BEGIN RECORDED INFORMATION
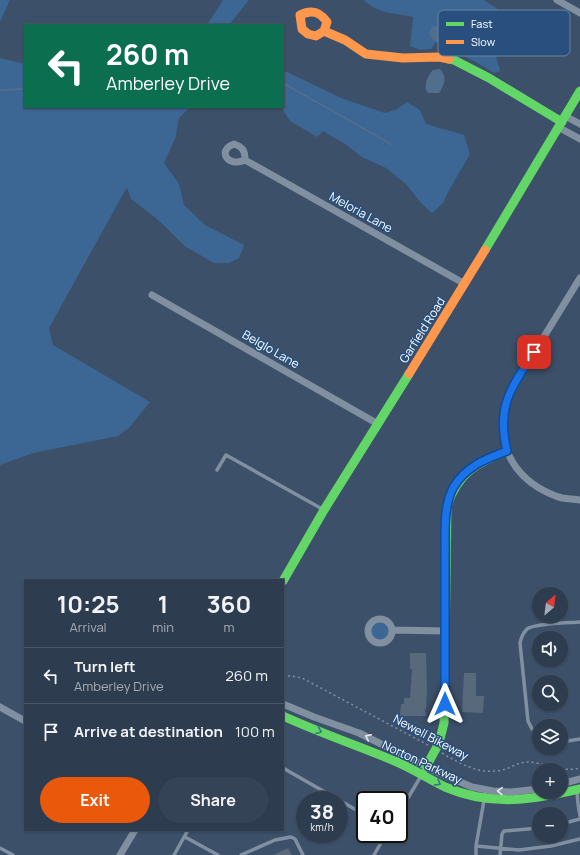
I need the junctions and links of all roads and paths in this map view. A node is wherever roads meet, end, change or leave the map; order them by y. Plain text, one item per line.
1 (557, 0) edge
2 (580, 13) edge
3 (324, 31) dead end
4 (580, 91) edge
5 (562, 122) junction
6 (580, 124) edge
7 (580, 139) edge
8 (245, 160) dead end
9 (580, 278) edge
10 (465, 284) junction
11 (152, 295) dead end
12 (378, 424) junction
13 (507, 451) junction
14 (217, 470) dead end
15 (580, 500) edge
16 (324, 510) junction
17 (284, 579) edge
18 (580, 622) edge
19 (392, 630) dead end
20 (445, 631) junction
21 (284, 676) edge
22 (284, 704) edge
23 (0, 707) edge
24 (284, 716) edge
25 (24, 720) edge
26 (532, 729) edge
27 (580, 739) edge
28 (568, 741) edge
29 (436, 749) junction
30 (580, 768) edge
31 (284, 769) edge
32 (424, 771) junction
33 (580, 779) edge
34 (568, 782) edge
35 (486, 789) junction
36 (578, 789) edge
37 (532, 790) edge
38 (408, 798) edge
39 (484, 799) junction
40 (356, 810) edge
41 (580, 817) edge
42 (568, 821) edge
43 (532, 829) edge
44 (134, 831) edge
45 (188, 831) edge
46 (185, 837) junction
47 (580, 839) edge
48 (381, 843) edge
49 (476, 846) junction
50 (0, 848) edge
51 (499, 849) junction
52 (13, 855) edge
53 (120, 855) edge
54 (174, 855) edge
55 (218, 855) edge
56 (241, 855) edge
57 (303, 855) edge
58 (374, 855) edge
59 (476, 855) edge
60 (500, 855) edge

1 - 2 street
3 - 5 street
4 - 5 street, Garfield Road
5 - 6 street
5 - 7 street
5 - 10 street, Garfield Road
8 - 10 street, Meloria Lane
9 - 13 street
10 - 12 street, Garfield Road
11 - 12 street, Belglo Lane
12 - 16 street, Garfield Road
13 - 15 street
13 - 20 street
14 - 16 lane
16 - 17 street, Garfield Road
18 - 26 lane
19 - 20 street
20 - 29 street
21 - 29 path, Newell Bikeway
32 -> 22 street, Norton Parkway
23 - 25 street
24 -> 32 street, Norton Parkway
27 - 28 lane
29 - 30 path, Newell Bikeway
29 - 32 street
31 - 40 lane
32 - 35 street, Norton Parkway
32 - 38 lane
32 -> 39 street, Norton Parkway
33 - 34 street
37 -> 35 street, Norton Parkway
35 - 39 lane
36 - 39 street, Norton Parkway
36 - 41 lane
39 - 49 lane
41 - 42 lane
43 - 51 lane
44 - 53 street
45 - 46 lane
46 - 54 lane
46 - 55 lane
47 - 51 lane
48 - 58 lane
49 - 51 lane
49 - 59 lane
50 - 52 lane
51 - 60 lane
56 - 57 lane

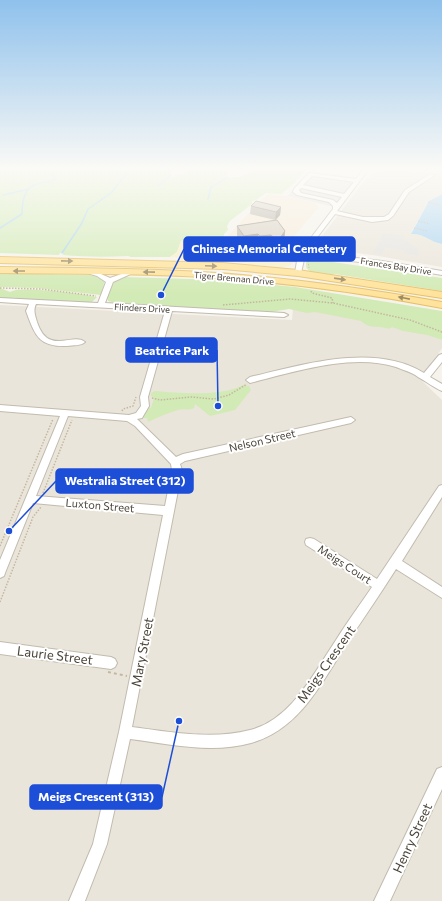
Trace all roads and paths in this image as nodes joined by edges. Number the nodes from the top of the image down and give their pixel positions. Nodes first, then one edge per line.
1 (333, 212) edge
2 (343, 212) edge
3 (393, 212) edge
4 (418, 221) dead end
5 (430, 224) dead end
6 (414, 228) dead end
7 (427, 231) dead end
8 (318, 240) dead end
9 (215, 251) dead end
10 (342, 251) dead end
11 (301, 256) junction
12 (0, 260) edge
13 (0, 270) edge
14 (86, 271) junction
15 (132, 272) junction
16 (298, 273) junction
17 (442, 273) edge
18 (110, 281) junction
19 (297, 283) junction
20 (0, 288) edge
21 (442, 295) edge
22 (100, 296) dead end
23 (0, 300) edge
24 (33, 302) junction
25 (101, 305) junction
26 (220, 305) dead end
27 (442, 305) edge
28 (169, 309) junction
29 (284, 315) dead end
30 (442, 332) edge
31 (81, 342) dead end
32 (442, 357) edge
33 (426, 376) junction
34 (250, 380) joint
35 (442, 388) edge
36 (144, 398) junction
37 (0, 408) edge
38 (69, 416) junction
39 (131, 417) junction
40 (54, 418) dead end
41 (351, 420) dead end
42 (175, 462) junction
43 (442, 489) edge
44 (30, 499) junction
45 (44, 500) junction
46 (170, 511) junction
47 (310, 542) dead end
48 (0, 546) edge
49 (396, 563) junction
50 (0, 573) edge
51 (379, 586) junction
52 (442, 593) edge
53 (0, 602) edge
54 (0, 648) edge
55 (111, 663) joint
56 (136, 677) junction
57 (125, 732) junction
58 (442, 774) edge
59 (77, 901) edge
60 (382, 901) edge

1 - 11 street
2 - 3 street
4 - 5 path
6 - 7 path
8 - 10 path
9 - 11 street, Frances Bay Drive
11 - 16 street
11 - 17 street, Frances Bay Drive
12 -> 16 main road, Tiger Brennan Drive
14 -> 13 main road, Tiger Brennan Drive
14 - 15 main road, Tiger Brennan Drive
14 - 18 street
15 - 18 street
19 -> 15 main road, Tiger Brennan Drive
16 - 19 main road
16 -> 21 main road, Tiger Brennan Drive
18 - 25 street
27 -> 19 main road, Tiger Brennan Drive
20 - 22 path
23 - 24 street, Flinders Drive
24 - 25 street, Flinders Drive
24 - 31 street
25 - 28 street, Flinders Drive
26 - 30 path
28 - 29 street, Flinders Drive
28 - 36 street
32 - 33 street
33 - 34 street
33 - 35 street
34 - 36 path
36 - 39 street
36 - 39 path
37 - 38 street
38 - 39 street
38 - 44 street
38 - 45 path
39 - 42 street
40 - 48 path
41 - 42 street, Nelson Street
42 - 46 street, Mary Street
43 - 49 street, Meigs Crescent
44 - 45 street, Luxton Street
44 - 50 street
45 - 46 street, Luxton Street
45 - 53 path
46 - 56 street, Mary Street
47 - 51 street, Meigs Court
49 - 51 street, Meigs Crescent
49 - 52 street
51 - 57 street, Meigs Crescent
54 - 55 street, Laurie Street
55 - 56 path
56 - 57 street, Mary Street
57 - 59 street, Mary Street
58 - 60 street, Henry Street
END RECORDED INFORMATION
WHAT YOU ARE ASKED TO DO:
Each record above must be returned exactly as written, with its pictures omitted.

SOLUTION TO THE PROBLEM:
I need the junctions and links of all roads and paths in this map view. A node is wherever roads meet, end, change or leave the map; order them by y. Plain text, one item per line.
1 (557, 0) edge
2 (580, 13) edge
3 (324, 31) dead end
4 (580, 91) edge
5 (562, 122) junction
6 (580, 124) edge
7 (580, 139) edge
8 (245, 160) dead end
9 (580, 278) edge
10 (465, 284) junction
11 (152, 295) dead end
12 (378, 424) junction
13 (507, 451) junction
14 (217, 470) dead end
15 (580, 500) edge
16 (324, 510) junction
17 (284, 579) edge
18 (580, 622) edge
19 (392, 630) dead end
20 (445, 631) junction
21 (284, 676) edge
22 (284, 704) edge
23 (0, 707) edge
24 (284, 716) edge
25 (24, 720) edge
26 (532, 729) edge
27 (580, 739) edge
28 (568, 741) edge
29 (436, 749) junction
30 (580, 768) edge
31 (284, 769) edge
32 (424, 771) junction
33 (580, 779) edge
34 (568, 782) edge
35 (486, 789) junction
36 (578, 789) edge
37 (532, 790) edge
38 (408, 798) edge
39 (484, 799) junction
40 (356, 810) edge
41 (580, 817) edge
42 (568, 821) edge
43 (532, 829) edge
44 (134, 831) edge
45 (188, 831) edge
46 (185, 837) junction
47 (580, 839) edge
48 (381, 843) edge
49 (476, 846) junction
50 (0, 848) edge
51 (499, 849) junction
52 (13, 855) edge
53 (120, 855) edge
54 (174, 855) edge
55 (218, 855) edge
56 (241, 855) edge
57 (303, 855) edge
58 (374, 855) edge
59 (476, 855) edge
60 (500, 855) edge

1 - 2 street
3 - 5 street
4 - 5 street, Garfield Road
5 - 6 street
5 - 7 street
5 - 10 street, Garfield Road
8 - 10 street, Meloria Lane
9 - 13 street
10 - 12 street, Garfield Road
11 - 12 street, Belglo Lane
12 - 16 street, Garfield Road
13 - 15 street
13 - 20 street
14 - 16 lane
16 - 17 street, Garfield Road
18 - 26 lane
19 - 20 street
20 - 29 street
21 - 29 path, Newell Bikeway
32 -> 22 street, Norton Parkway
23 - 25 street
24 -> 32 street, Norton Parkway
27 - 28 lane
29 - 30 path, Newell Bikeway
29 - 32 street
31 - 40 lane
32 - 35 street, Norton Parkway
32 - 38 lane
32 -> 39 street, Norton Parkway
33 - 34 street
37 -> 35 street, Norton Parkway
35 - 39 lane
36 - 39 street, Norton Parkway
36 - 41 lane
39 - 49 lane
41 - 42 lane
43 - 51 lane
44 - 53 street
45 - 46 lane
46 - 54 lane
46 - 55 lane
47 - 51 lane
48 - 58 lane
49 - 51 lane
49 - 59 lane
50 - 52 lane
51 - 60 lane
56 - 57 lane

Trace all roads and paths in this image as nodes joined by edges. Number the nodes from the top of the image down and give their pixel positions. Nodes first, then one edge per line.
1 (333, 212) edge
2 (343, 212) edge
3 (393, 212) edge
4 (418, 221) dead end
5 (430, 224) dead end
6 (414, 228) dead end
7 (427, 231) dead end
8 (318, 240) dead end
9 (215, 251) dead end
10 (342, 251) dead end
11 (301, 256) junction
12 (0, 260) edge
13 (0, 270) edge
14 (86, 271) junction
15 (132, 272) junction
16 (298, 273) junction
17 (442, 273) edge
18 (110, 281) junction
19 (297, 283) junction
20 (0, 288) edge
21 (442, 295) edge
22 (100, 296) dead end
23 (0, 300) edge
24 (33, 302) junction
25 (101, 305) junction
26 (220, 305) dead end
27 (442, 305) edge
28 (169, 309) junction
29 (284, 315) dead end
30 (442, 332) edge
31 (81, 342) dead end
32 (442, 357) edge
33 (426, 376) junction
34 (250, 380) joint
35 (442, 388) edge
36 (144, 398) junction
37 (0, 408) edge
38 (69, 416) junction
39 (131, 417) junction
40 (54, 418) dead end
41 (351, 420) dead end
42 (175, 462) junction
43 (442, 489) edge
44 (30, 499) junction
45 (44, 500) junction
46 (170, 511) junction
47 (310, 542) dead end
48 (0, 546) edge
49 (396, 563) junction
50 (0, 573) edge
51 (379, 586) junction
52 (442, 593) edge
53 (0, 602) edge
54 (0, 648) edge
55 (111, 663) joint
56 (136, 677) junction
57 (125, 732) junction
58 (442, 774) edge
59 (77, 901) edge
60 (382, 901) edge

1 - 11 street
2 - 3 street
4 - 5 path
6 - 7 path
8 - 10 path
9 - 11 street, Frances Bay Drive
11 - 16 street
11 - 17 street, Frances Bay Drive
12 -> 16 main road, Tiger Brennan Drive
14 -> 13 main road, Tiger Brennan Drive
14 - 15 main road, Tiger Brennan Drive
14 - 18 street
15 - 18 street
19 -> 15 main road, Tiger Brennan Drive
16 - 19 main road
16 -> 21 main road, Tiger Brennan Drive
18 - 25 street
27 -> 19 main road, Tiger Brennan Drive
20 - 22 path
23 - 24 street, Flinders Drive
24 - 25 street, Flinders Drive
24 - 31 street
25 - 28 street, Flinders Drive
26 - 30 path
28 - 29 street, Flinders Drive
28 - 36 street
32 - 33 street
33 - 34 street
33 - 35 street
34 - 36 path
36 - 39 street
36 - 39 path
37 - 38 street
38 - 39 street
38 - 44 street
38 - 45 path
39 - 42 street
40 - 48 path
41 - 42 street, Nelson Street
42 - 46 street, Mary Street
43 - 49 street, Meigs Crescent
44 - 45 street, Luxton Street
44 - 50 street
45 - 46 street, Luxton Street
45 - 53 path
46 - 56 street, Mary Street
47 - 51 street, Meigs Court
49 - 51 street, Meigs Crescent
49 - 52 street
51 - 57 street, Meigs Crescent
54 - 55 street, Laurie Street
55 - 56 path
56 - 57 street, Mary Street
57 - 59 street, Mary Street
58 - 60 street, Henry Street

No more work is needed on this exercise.